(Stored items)

───

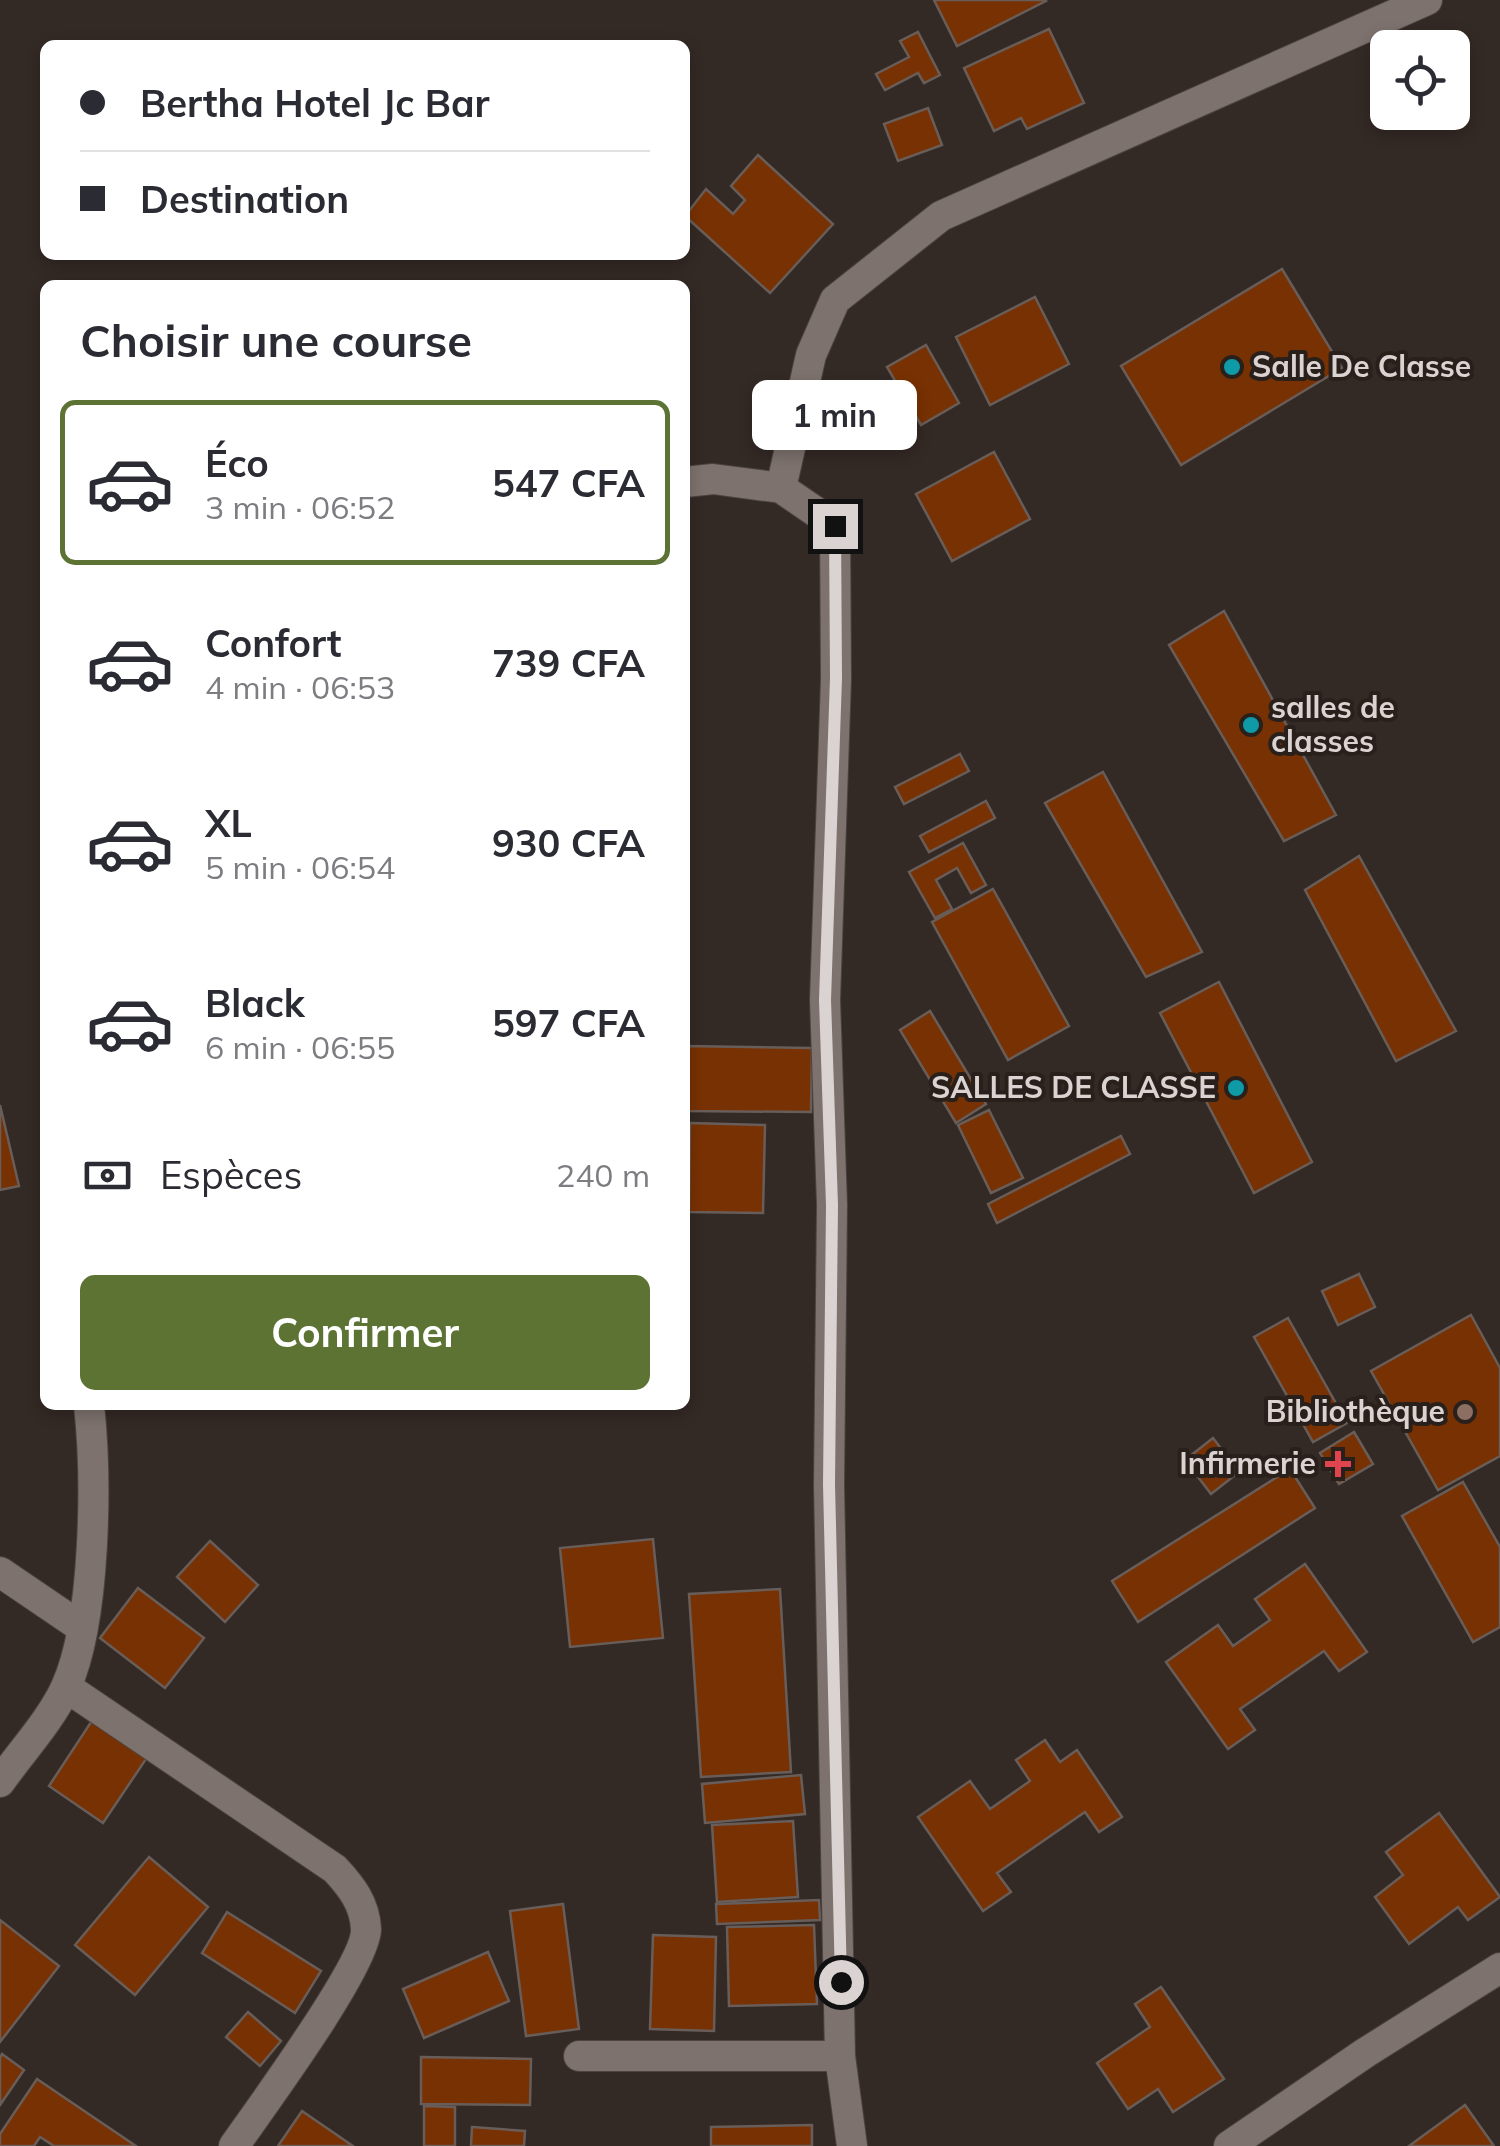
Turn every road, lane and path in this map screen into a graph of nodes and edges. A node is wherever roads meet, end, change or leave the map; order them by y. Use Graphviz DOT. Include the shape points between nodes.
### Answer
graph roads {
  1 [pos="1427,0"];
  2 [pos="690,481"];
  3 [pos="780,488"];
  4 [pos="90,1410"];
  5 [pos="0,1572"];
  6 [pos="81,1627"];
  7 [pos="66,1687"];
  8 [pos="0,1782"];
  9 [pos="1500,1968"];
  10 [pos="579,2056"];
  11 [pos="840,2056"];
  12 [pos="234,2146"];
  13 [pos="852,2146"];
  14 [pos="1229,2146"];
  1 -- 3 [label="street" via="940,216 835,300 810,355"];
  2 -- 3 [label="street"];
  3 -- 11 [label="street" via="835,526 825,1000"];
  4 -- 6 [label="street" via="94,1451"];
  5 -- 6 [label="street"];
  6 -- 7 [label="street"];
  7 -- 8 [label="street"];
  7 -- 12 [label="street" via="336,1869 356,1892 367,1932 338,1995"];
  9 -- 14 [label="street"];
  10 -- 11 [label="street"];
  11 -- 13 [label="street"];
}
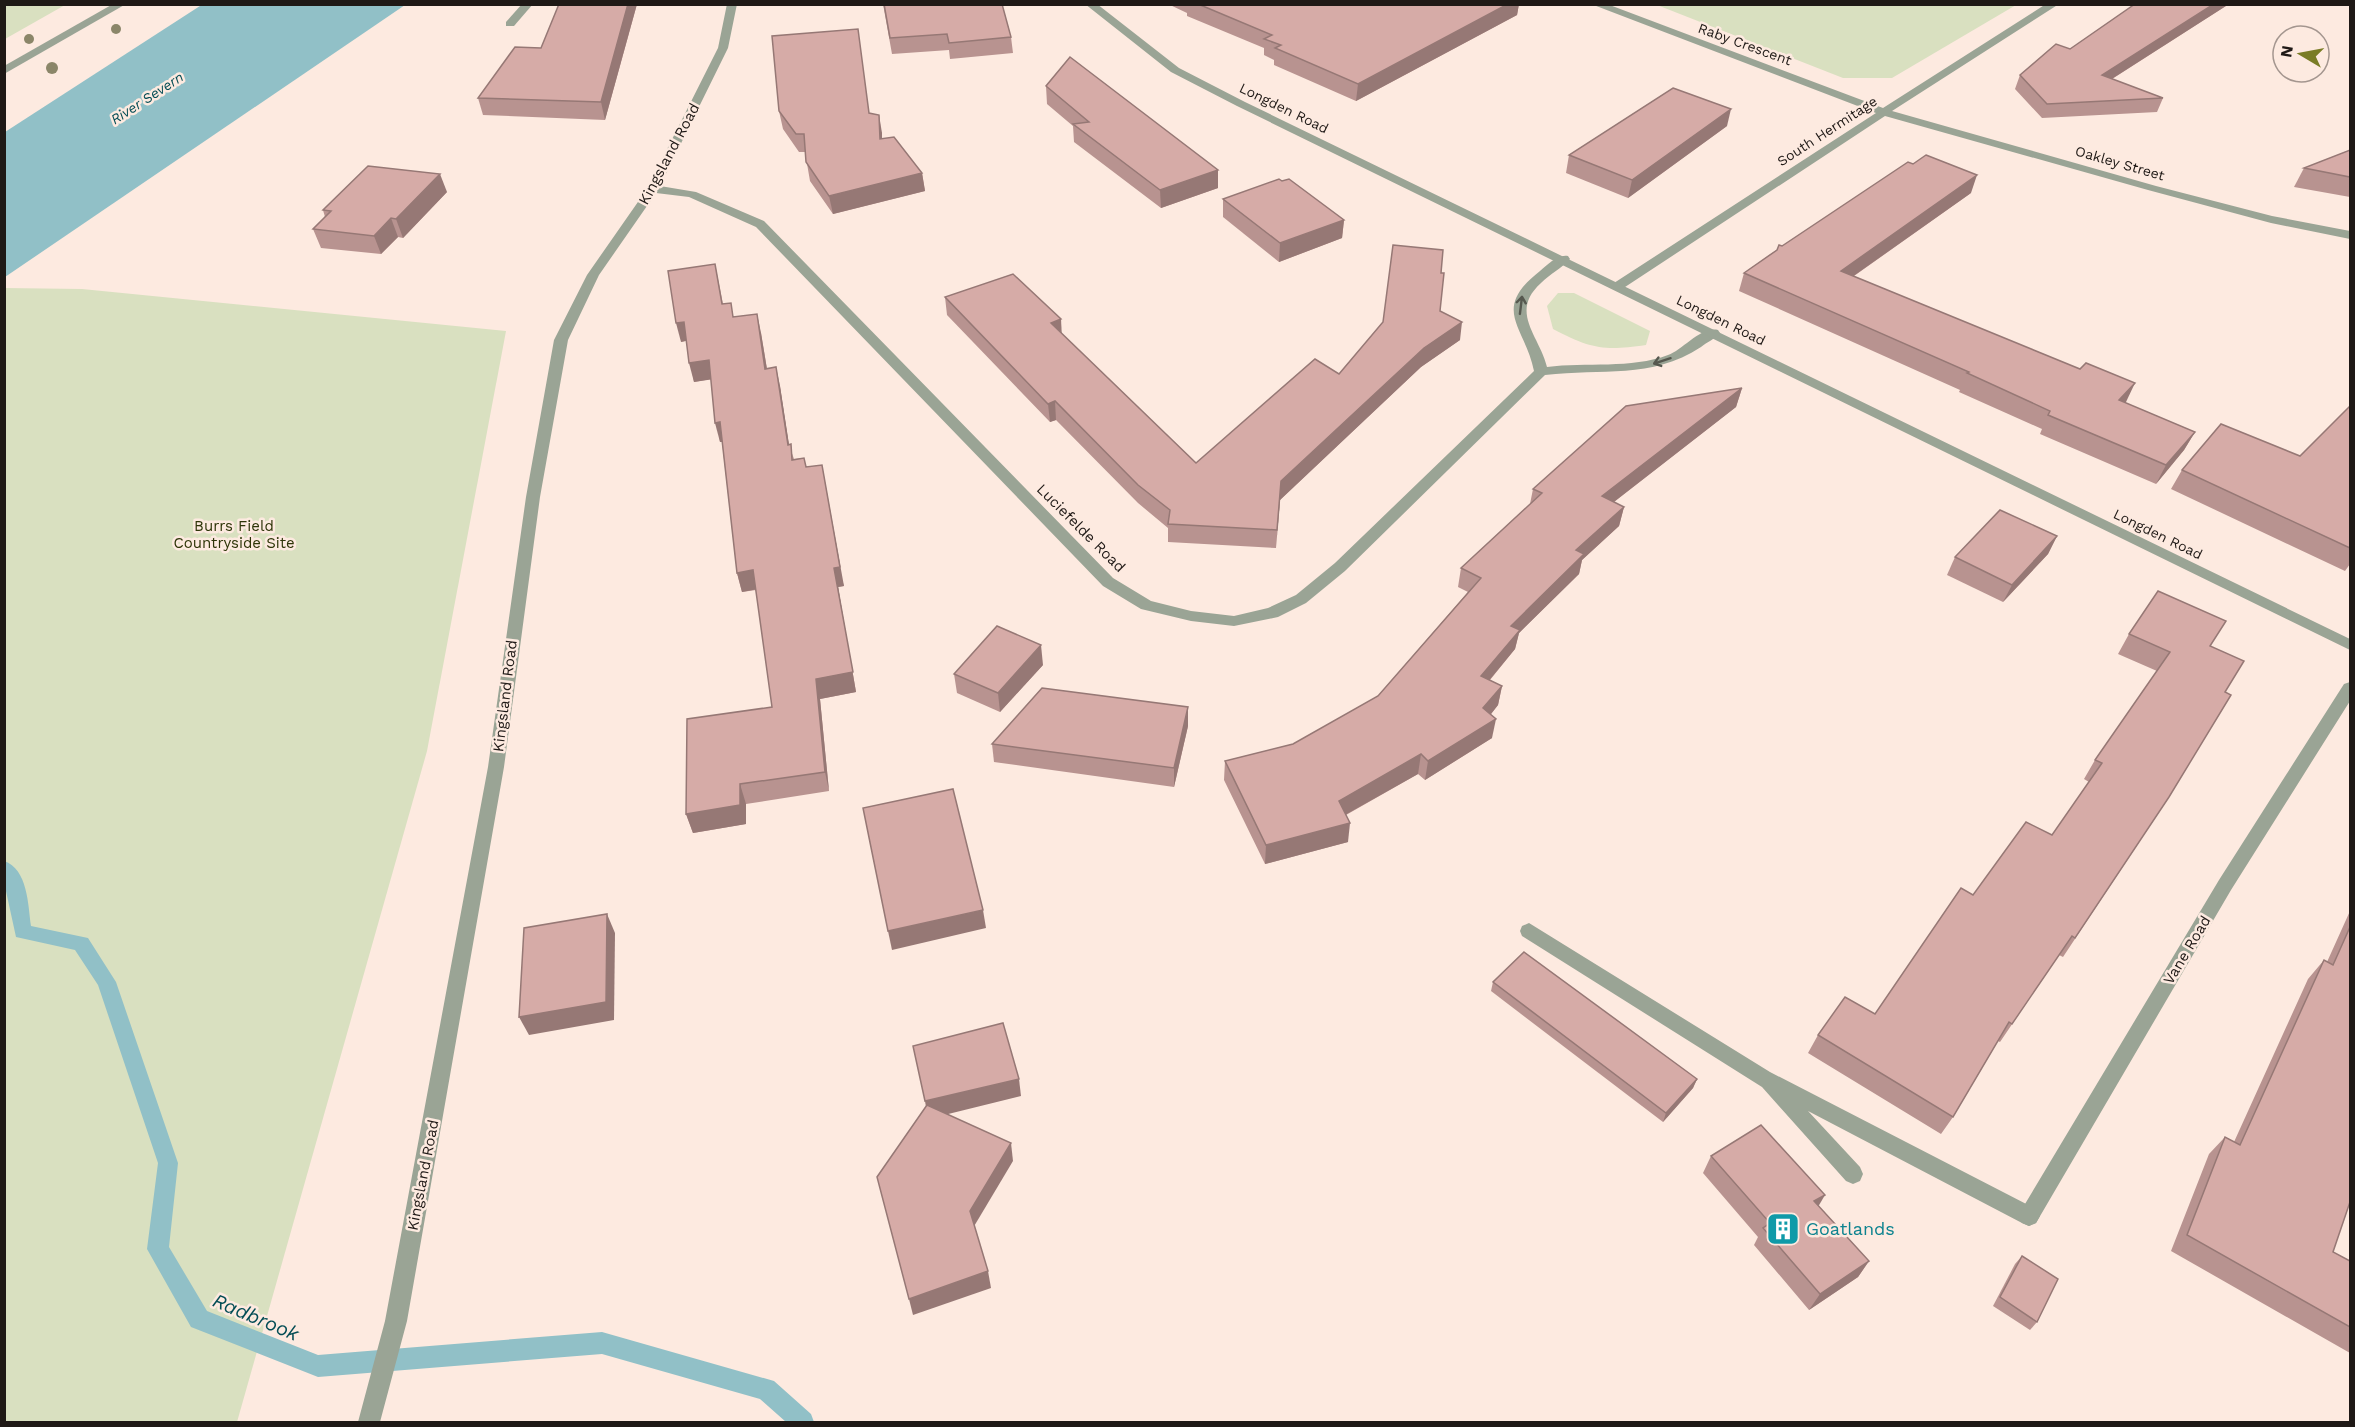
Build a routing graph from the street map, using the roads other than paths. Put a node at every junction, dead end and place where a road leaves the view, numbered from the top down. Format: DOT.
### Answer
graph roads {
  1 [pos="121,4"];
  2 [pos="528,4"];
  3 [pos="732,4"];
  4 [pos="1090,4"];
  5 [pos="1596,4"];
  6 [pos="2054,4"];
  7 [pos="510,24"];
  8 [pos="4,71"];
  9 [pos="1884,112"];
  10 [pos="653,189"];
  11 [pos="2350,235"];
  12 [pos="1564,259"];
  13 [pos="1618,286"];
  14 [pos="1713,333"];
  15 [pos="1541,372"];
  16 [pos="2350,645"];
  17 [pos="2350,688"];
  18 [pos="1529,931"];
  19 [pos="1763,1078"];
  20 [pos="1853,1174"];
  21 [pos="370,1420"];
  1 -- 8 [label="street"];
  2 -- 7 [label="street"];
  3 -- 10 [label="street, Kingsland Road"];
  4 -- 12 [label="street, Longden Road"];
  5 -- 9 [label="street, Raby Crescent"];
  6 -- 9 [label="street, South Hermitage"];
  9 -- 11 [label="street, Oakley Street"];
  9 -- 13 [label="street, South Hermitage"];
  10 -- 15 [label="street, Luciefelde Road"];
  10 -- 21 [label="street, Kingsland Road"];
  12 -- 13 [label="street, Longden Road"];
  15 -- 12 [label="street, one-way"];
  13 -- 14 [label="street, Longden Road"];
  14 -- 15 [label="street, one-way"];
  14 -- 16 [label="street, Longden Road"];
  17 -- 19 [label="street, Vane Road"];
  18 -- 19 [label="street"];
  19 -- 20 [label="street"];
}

───

> **About this task**: Leaving images out, please output every line of the data exactly.

> **Task solution**:
Turn every road, lane and path in this map screen into a graph of nodes and edges. A node is wherever roads meet, end, change or leave the map; order them by y. Use Graphviz DOT. Include the shape points between nodes.
### Answer
graph roads {
  1 [pos="1427,0"];
  2 [pos="690,481"];
  3 [pos="780,488"];
  4 [pos="90,1410"];
  5 [pos="0,1572"];
  6 [pos="81,1627"];
  7 [pos="66,1687"];
  8 [pos="0,1782"];
  9 [pos="1500,1968"];
  10 [pos="579,2056"];
  11 [pos="840,2056"];
  12 [pos="234,2146"];
  13 [pos="852,2146"];
  14 [pos="1229,2146"];
  1 -- 3 [label="street" via="940,216 835,300 810,355"];
  2 -- 3 [label="street"];
  3 -- 11 [label="street" via="835,526 825,1000"];
  4 -- 6 [label="street" via="94,1451"];
  5 -- 6 [label="street"];
  6 -- 7 [label="street"];
  7 -- 8 [label="street"];
  7 -- 12 [label="street" via="336,1869 356,1892 367,1932 338,1995"];
  9 -- 14 [label="street"];
  10 -- 11 [label="street"];
  11 -- 13 [label="street"];
}
Build a routing graph from the street map, using the roads other than paths. Put a node at every junction, dead end and place where a road leaves the view, numbered from the top down. Format: DOT.
### Answer
graph roads {
  1 [pos="121,4"];
  2 [pos="528,4"];
  3 [pos="732,4"];
  4 [pos="1090,4"];
  5 [pos="1596,4"];
  6 [pos="2054,4"];
  7 [pos="510,24"];
  8 [pos="4,71"];
  9 [pos="1884,112"];
  10 [pos="653,189"];
  11 [pos="2350,235"];
  12 [pos="1564,259"];
  13 [pos="1618,286"];
  14 [pos="1713,333"];
  15 [pos="1541,372"];
  16 [pos="2350,645"];
  17 [pos="2350,688"];
  18 [pos="1529,931"];
  19 [pos="1763,1078"];
  20 [pos="1853,1174"];
  21 [pos="370,1420"];
  1 -- 8 [label="street"];
  2 -- 7 [label="street"];
  3 -- 10 [label="street, Kingsland Road"];
  4 -- 12 [label="street, Longden Road"];
  5 -- 9 [label="street, Raby Crescent"];
  6 -- 9 [label="street, South Hermitage"];
  9 -- 11 [label="street, Oakley Street"];
  9 -- 13 [label="street, South Hermitage"];
  10 -- 15 [label="street, Luciefelde Road"];
  10 -- 21 [label="street, Kingsland Road"];
  12 -- 13 [label="street, Longden Road"];
  15 -- 12 [label="street, one-way"];
  13 -- 14 [label="street, Longden Road"];
  14 -- 15 [label="street, one-way"];
  14 -- 16 [label="street, Longden Road"];
  17 -- 19 [label="street, Vane Road"];
  18 -- 19 [label="street"];
  19 -- 20 [label="street"];
}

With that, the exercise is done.